His eyes narrow and spark, furious and desperate and I can suddenly appreciate why the Kaiser believes he is beautiful in his anger. Daisuke flares like an avenging sun.
Burning the desert itself.
"I won't!"
His digivice begins shining, and Veemon crouches, ready to change and begin a battle that can't possibly bring about any good. Kaiser smirks and beckons them all to try, and the whip is uncoiled and he's prepared one of his usual silken threats but before it ever meets air, a shaft of light and the dancing rearrangement of data cut through the sky.
Both sides, the Children and the Conqueror, halt their actions to see what comes of this, because neither of the digimon, not even Veemon, has begun to change; the display is separate from all that was previously here.
It finishes, and the new figure smiles grimly toward the Children before turning to Kaiser and I, arching an eyebrow slightly as Kaiser hisses in obvious distaste. To his credit, it doesn't much seem to faze him.
"Well," Gennai says finally, "looks like I'm just in time."
It will not be this long before another chapter. Never again will I allow more than a year pass by. I bet you no one even reads this anymore, and that's fine, honestly. You know I had to rewrite the Daisuke section five times? Graarh.

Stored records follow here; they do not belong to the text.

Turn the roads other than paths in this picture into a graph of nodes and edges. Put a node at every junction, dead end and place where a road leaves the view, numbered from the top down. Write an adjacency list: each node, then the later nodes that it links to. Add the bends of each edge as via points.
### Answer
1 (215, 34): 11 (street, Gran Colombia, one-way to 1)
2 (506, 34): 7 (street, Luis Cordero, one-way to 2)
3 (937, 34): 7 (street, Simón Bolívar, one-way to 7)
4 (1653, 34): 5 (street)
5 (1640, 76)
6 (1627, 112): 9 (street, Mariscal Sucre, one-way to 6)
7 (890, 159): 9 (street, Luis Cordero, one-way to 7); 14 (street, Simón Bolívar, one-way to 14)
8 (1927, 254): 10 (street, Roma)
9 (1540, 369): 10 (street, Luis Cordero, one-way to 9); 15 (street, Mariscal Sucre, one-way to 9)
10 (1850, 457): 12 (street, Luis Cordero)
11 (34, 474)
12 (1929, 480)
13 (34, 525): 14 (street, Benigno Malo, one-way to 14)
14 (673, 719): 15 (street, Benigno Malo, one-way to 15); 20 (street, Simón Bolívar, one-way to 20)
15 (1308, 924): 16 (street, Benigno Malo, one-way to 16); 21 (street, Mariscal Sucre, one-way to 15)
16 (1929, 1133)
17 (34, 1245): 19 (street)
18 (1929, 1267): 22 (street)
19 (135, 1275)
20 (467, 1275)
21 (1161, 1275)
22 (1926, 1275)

But anyway, now we see Gennai is here so things might get explained. That's what Gennai does, he explains things. And has eleventy million cousins.
On a similar and yet different note, if anyone has seen my muse, Adult Detective Ken, he's been missing for a few months now. There's a reward. Please hurry. Stingmon is so lonely.
The chapter titles for chapter 6, "I stick my hand into his shadow / To pull the pieces from the sand" are from, of course, a Tool song, "Third Eye". There are a million more where this came from.